Julian followed her seconds later. He buried his face in her shoulder, his body shuddering with the force of his release, his breath coming in short, sharp gasps as he spilled into her.
For a long time, neither of them moved. The sun finally dipped below the horizon, plunging the studio into a deep, bruised purple. The only light came from the red power indicator on the strobe pack, a tiny, unblinking eye watching them in the dark.
***
“The secret is out now, though,” Elena said, setting her empty espresso cup on the counter. She stood up, the wool blanket slipping slightly to reveal the pale curve of her shoulder. “You can’t un-take the photos, Julian. And you can’t un-do last night.”
Julian stood up too, moving around the counter until he was standing in front of her. He reached out, not to touch her jaw this time, but to pull the blanket back up, tucking it securely around her. It was a gesture so domestic, so tender, that it felt more intimate than anything they’d done on the sofa.
“I don’t want to undo it,” he said, his voice quiet. “I just don't know what comes next.
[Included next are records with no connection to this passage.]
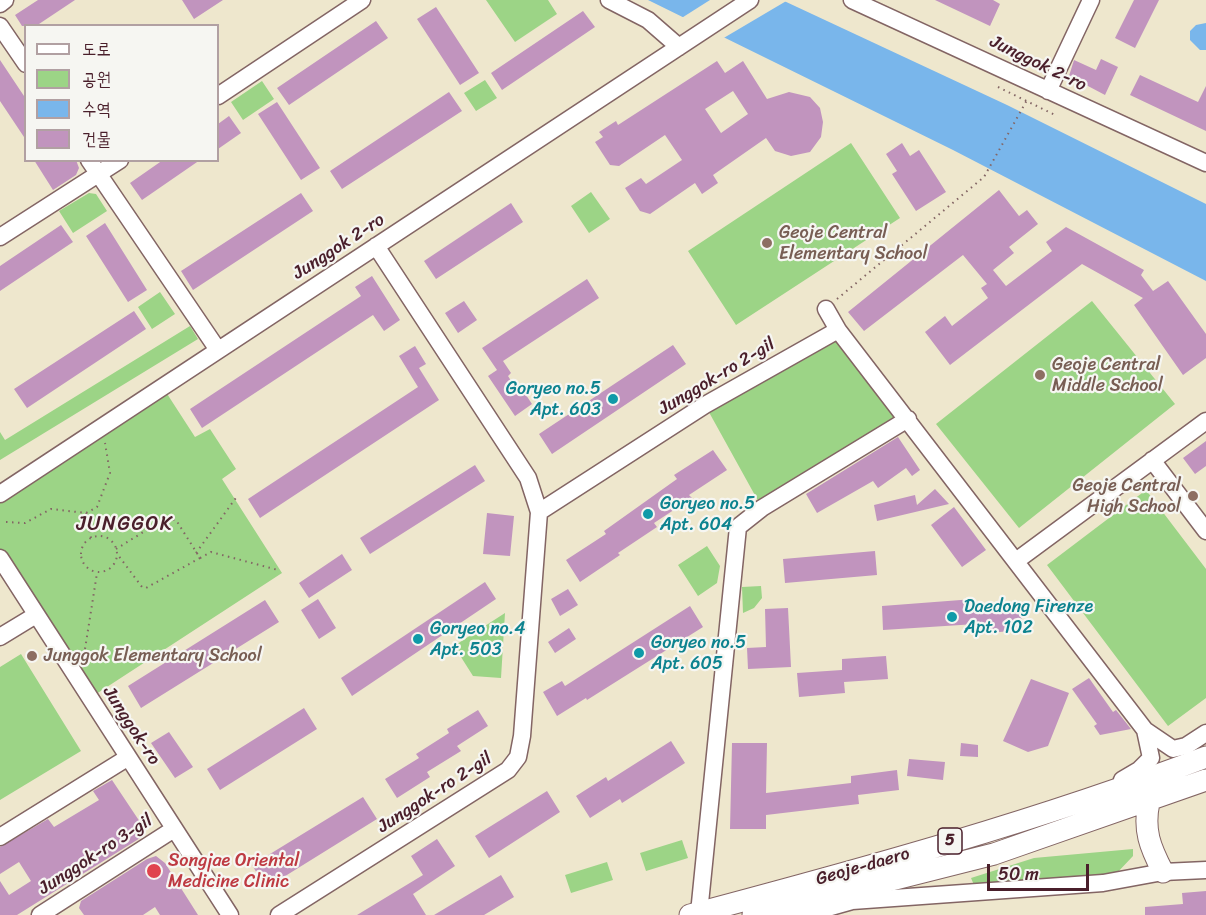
<!DOCTYPE html>
<meta charset="utf-8">
<style>
body{margin:0}
#map{position:relative;width:1206px;height:915px;overflow:hidden;background:#eee7cd;font-family:Sriracha,"Poor Story",sans-serif}
canvas{display:block}
.legend{position:absolute;left:24px;top:24px;width:195px;height:138px;box-sizing:border-box;background:#f6f6f2;border:2px solid #b1a0a2;margin:0;padding:8px 10px;list-style:none;font-size:18px;color:#4a1f2b}
.legend li{display:flex;align-items:center;gap:12px;height:30px}
.legend b{width:30px;border:2px solid #b1a0a2}
.scale{position:absolute;left:987px;top:864px;width:102px;height:27px;box-sizing:border-box;border:3px solid #4a1f2b;border-top:0;padding-left:8px;font-size:18px;line-height:21px;white-space:nowrap;color:#4a1f2b;-webkit-text-stroke:4px #f6f6f2;paint-order:stroke}
</style>
<div id="map">
<canvas width="1206" height="915"></canvas>
<ul class="legend">
<li><b style="height:8px;background:#fff"></b>도로</li>
<li><b style="height:16px;background:#9cd486"></b>공원</li>
<li><b style="height:16px;background:#79b6eb"></b>수역</li>
<li><b style="height:16px;background:#c194be"></b>건물</li>
</ul>
<div class="scale">50 m</div>
</div>
<script>
const context = document.querySelector('canvas').getContext('2d');
context.lineJoin = 'round';
function paint(path, color) { context.fillStyle = color; context.fill(path, 'evenodd'); }
function strokePath(path, color, width, dash) { context.strokeStyle = color; context.lineWidth = width; context.lineCap = dash ? 'butt' : 'round'; context.setLineDash(dash || []); context.stroke(path); }
function label(font, color, halo, rows, align = 'center') {
  context.font = font + ' Sriracha,sans-serif'; context.lineWidth = 4.5; context.setLineDash([]); context.textBaseline = 'middle'; context.strokeStyle = halo; context.fillStyle = color; for (const [text, x, y, turn = 0] of rows) {
    context.save(); context.translate(x, y); context.rotate((+turn || 0) * Math.PI / 180); context.textAlign = isNaN(turn) ? turn : align; if (halo) context.strokeText(text, 0, 0); context.fillText(text, 0, 0); context.restore();
  }
}
paint(new Path2D(`
 M486,0H548L557,14L515,42Z
 M485,80L497,98L476,111L464,93Z
 M262,81L274,99L243,120L231,102Z
 M851,143L900,218L736,325L688,251Z
 M591,192L610,219L589,233L571,206Z
 M89,193L96,194L107,211L73,233L59,211Z
 M160,292L175,314L152,329L138,307Z
 M1092,301L1175,404L1019,528L936,424Z
 M190,326L198,339L0,460V432L5,440Z
 M838,330L908,419L762,508L705,405Z
 M162,386L195,437L210,429L236,469L222,479L282,573L90,698L0,558V494Z
 M1146,490L1206,569V698L1168,726L1047,565Z
 M707,546L720,566L717,583L698,596L678,565Z
 M761,586L762,598L754,608L743,613L742,587Z
 M505,613L501,678L473,676L454,646Z
 M21,654L81,751L0,800V667Z
 M682,840L688,858L646,871L640,853Z
 M1133,849V856L1116,874L974,885L971,878L1034,858Z
 M607,862L613,880L571,893L565,875Z`), '#9cd486');
paint(new Path2D(`
 M648,0H782L1007,105L1206,204V281L953,150Z
 M1206,23V50H1200L1190,40V31L1196,25Z`), '#79b6eb');
paint(new Path2D(`
 M710,0H788L722,39L680,19Z`), '#eee7cd');
paint(new Path2D(`
 M38,0H75L36,26H22L15,15Z
 M182,0H223L194,19Z
 M935,0H993L1000,4L990,26Z
 M1134,0H1159L1135,48L1115,38Z
 M436,7L479,73L460,85L417,19Z
 M583,11L595,27L502,90L491,73Z
 M376,21L388,38L289,105L277,88Z
 M1101,59L1118,67L1105,95L1069,76L1074,60L1096,70Z
 M0,60L26,99V140L0,101Z
 M717,61L725,73L743,61L767,99L789,92L810,97L820,108L823,122L821,137L810,152L791,156L775,151L766,138L713,175L718,183L702,194L695,183L650,214L640,211L625,188L641,178L646,184L682,160L665,135L619,166L610,165L595,142L603,137L599,132L616,121L618,125ZM733,91L748,114L721,133L705,109Z
 M1140,75L1198,102L1206,86V131L1130,95Z
 M449,92L462,111L342,189L330,171Z
 M277,102L320,168L301,180L258,114Z
 M229,116L241,133L218,149V124Z
 M902,143L910,156L919,150L946,192L916,211L892,174L897,171L886,154Z
 M34,160H76L79,168L76,175L53,190Z
 M163,160H200L142,200L130,183Z
 M999,190L1019,216L1027,210L1038,224L1009,247L1014,253L993,270L1006,286L1052,251L1046,242L1066,227L1144,270L1141,275L1153,291L1168,281L1206,334V358L1183,375L1134,305L1143,298L1082,264L950,365L925,332L945,316L952,326L988,298L981,288L987,284L963,255L864,331L848,312Z
 M301,193L313,211L193,290L181,271Z
 M511,203L523,222L436,279L424,261Z
 M105,223L147,290L128,302L86,236Z
 M61,225L73,242L0,291V266Z
 M372,276L400,320L384,331L373,315L202,428L190,409L361,296L355,287Z
 M587,279L599,298L503,361L511,373L508,376L520,395L524,392L532,404L515,416L488,376L497,370L482,348Z
 M464,301L477,320L458,333L445,313Z
 M134,311L146,329L27,408L14,389Z
 M673,345L686,364L552,454L539,434Z
 M415,346L426,364L419,368L439,400L260,518L248,499L418,387L399,356Z
 M898,437L920,470L912,476L906,468L878,488L873,481L817,513L806,494Z
 M1206,441V466L1195,474L1183,458Z
 M713,450L727,470L689,495L692,498L654,523L657,527L618,553L620,555L580,582L566,560L606,534L604,531L677,479L674,475Z
 M475,465L485,481L370,554L360,538Z
 M935,489L949,504L877,521L874,505L915,495L917,505Z
 M954,507L986,550L962,567L931,525Z
 M487,513L514,516L510,556L483,554Z
 M875,551L877,575L785,583L783,559Z
 M342,554L352,570L309,598L299,583Z
 M485,582L496,599L352,696L341,678Z
 M568,589L578,605L560,616L551,599Z
 M318,599L336,628L319,639L301,610Z
 M974,599L975,611L1021,608L1022,630L977,634L976,624L883,630L882,606Z
 M265,600L279,622L141,708L128,686Z
 M690,606L703,627L587,700L586,698L557,716L543,692L562,681L565,686Z
 M788,608L791,667L748,669L747,648L766,647L765,609Z
 M569,628L576,639L555,653L548,642Z
 M886,656L888,679L844,682L845,693L799,697L797,673L842,670V659Z
 M1089,678L1113,712L1116,710L1131,729L1100,735L1094,726L1097,724L1072,689Z
 M1031,679L1069,693L1048,746L1028,752L1003,741Z
 M304,708L317,729L220,790L207,769Z
 M478,710L488,726L457,746L461,751L427,772L430,777L397,798L385,779L419,758L416,754L449,733L447,729Z
 M169,732L193,767L175,778L151,743Z
 M671,741L685,763L622,803L620,799L590,818L576,796L606,777L608,781Z
 M732,743H767L766,793L851,783V776L897,770L899,790L858,795L859,804L766,815V829H730Z
 M961,743L978,745V757L960,756Z
 M909,759L945,762L943,780L907,776Z
 M112,780L144,828L145,835L17,915H0V881L9,895L31,881L19,862L0,874V847L48,819L54,827L99,800L93,791Z
 M547,791L560,812L489,858L475,836Z
 M363,797L377,819L266,888L252,865Z
 M437,839L455,866L413,894L426,915H357L423,875L411,856Z
 M156,856L165,863L198,915H160L155,907L143,915H84L79,908L81,901L147,859Z
 M501,875L514,897L484,915H434Z
 M1206,891V915H1145V907L1183,904L1182,893Z`), '#c194be');
const minor = new Path2D(`
 M609,0L648,20L679,47
 M852,0L1206,163
 M0,4L5,0
 M0,26L26,64
 M1048,91L1091,0
 M218,96L362,0
 M89,160L218,350
 M0,237L120,160
 M376,246L528,478L539,512
 M826,309L838,330
 M1152,460L1206,531
 M0,494L750,0
 M0,558L230,915
 M1016,561L1206,421
 M0,637L36,615
 M1145,730L1173,749L1186,746L1206,733
 M0,837L127,758
 M699,913L738,527L762,508L908,419
 M40,915L174,829
 M279,915L508,770L518,757L522,736L539,512L705,405L838,330L1145,730L1151,758L1139,770L1122,780
 M803,915L852,901L1103,883L1163,872L1206,870`);
const major = new Path2D(`
 M1149,802C1143,830 1150,847 1163,872
 M690,915C863,869 1038,821 1206,757
 M753,915L994,854L1206,780`);
strokePath(minor, '#836564', 19);
strokePath(major, '#836564', 23);
strokePath(new Path2D(`
 M998,87L1055,115
 M837,299L984,177L1027,100
 M86,513L91,538
 M6,522L25,523L51,509L86,513L97,507L110,473L105,443
 M81 554a18 18 0 1 1 36 0a18 18 0 1 1-36 0Z
 M116,549L166,518L176,520L200,558L146,588L142,587L118,555
 M196,553L238,495
 M200,558L211,552L278,570
 M85,649L97,573`), '#836564', 2, [1.5, 4.5]);
strokePath(minor, '#fff', 16);
strokePath(major, '#fff', 21);
for (const [x, y, r, color] of [
 [767,243,6,"#8d6e63"],
 [1040,375,6,"#8d6e63"],
 [613,399,6,"#0f9aa8"],
 [1193,496,6,"#8d6e63"],
 [648,514,6,"#0f9aa8"],
 [952,617,6,"#0f9aa8"],
 [418,639,6,"#0f9aa8"],
 [639,653,6,"#0f9aa8"],
 [32,656,6,"#8d6e63"],
 [154,871,8,"#e0444e"]
]) { const dot = new Path2D(); dot.arc(x, y, r, 0, 2 * Math.PI); context.fillStyle = color; context.fill(dot); strokePath(dot, '#f6f6f2', 2); }
for (const [x, y, w] of [
 [950,841,24]
]) { const box = new Path2D(); box.roundRect(x - w / 2, y - 13, w, 26, 4.5); context.fillStyle = '#f6f6f2'; context.fill(box); strokePath(box, '#4a1f2b', 1.5); }
label('bold 16px', '#4a1f2b', null, [
 ["5",950,841]
]);
label('18px', '#4a1f2b', '#f6f6f2', [
 ["Junggok 2-ro",1038,64,26],
 ["Junggok 2-ro",339,247,-33],
 ["Junggok-ro 2-gil",717,377,-31],
 ["Junggok-ro",131,726,57],
 ["Junggok-ro 2-gil",435,793,-33],
 ["Junggok-ro 3-gil",96,855,-33],
 ["Geoje-daero",863,867,-16]
]);
label('18px', '#785e54', '#f6f6f2', [
 ["Geoje Central",779,233],
 ["Elementary School",779,254],
 ["Geoje Central",1052,365],
 ["Middle School",1052,386],
 ["Geoje Central",1181,486,"right"],
 ["High School",1181,507,"right"],
 ["Junggok Elementary School",44,656]
], 'left');
label('18px', '#0d838f', '#f6f6f2', [
 ["Goryeo no.5",601,389,"right"],
 ["Apt. 603",601,410,"right"],
 ["Goryeo no.5",660,504],
 ["Apt. 604",660,525],
 ["Daedong Firenze",964,607],
 ["Apt. 102",964,628],
 ["Goryeo no.4",430,629],
 ["Apt. 503",430,650],
 ["Goryeo no.5",651,643],
 ["Apt. 605",651,664]
], 'left');
label('18px', '#be3a42', '#f6f6f2', [
 ["Songjae Oriental",168,861],
 ["Medicine Clinic",168,882]
], 'left');
context.letterSpacing = '1.5px';
label('20px', '#4a1f2b', '#f6f6f2', [
 ["JUNGGOK",125,525]
]);
context.letterSpacing = '0px';
</script>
I’m used to having a frame around everything. I’m used to being the one who decides when the scene ends.”
Elena looked at him, really looked at him, without the armor of her actress persona or the distance of his lens. “The scene ended an hour ago, Julian. This is just life. It’s unscripted. It’s messy. And the lighting is terrible.”
He smiled then, a real smile that transformed his face, making him look younger, more vulnerable. “Yeah. The lighting is definitely a problem.”
He leaned in and kissed her, a slow, soft lingering touch that tasted of coffee and the promise of something that didn't require a tripod or a release form.
“Do you have more film?” she asked against his lips.
“I have a whole cabinet full,” he replied, his hands sliding down to her waist, pulling her flush against him.
“Good,” Elena said, her voice dropping to a playful, theatrical whisper. “Because I think the morning light is actually starting to work for me.”
Julian laughed, a deep, resonant sound that filled the quiet studio. He picked her up, her legs wrapping instinctively around his waist, the blanket falling to the floor unheeded. He didn't head for the camera. He headed back to the bed.
As he laid her down, the gray marine layer outside began to break, letting in a single, pale beam of light that caught the dust in the air. Julian didn't look at the light. He didn't look at the angles. He just looked at her, and for the first time in his life, he didn't feel the need to capture anything. He just wanted to be there, in the frame, with her.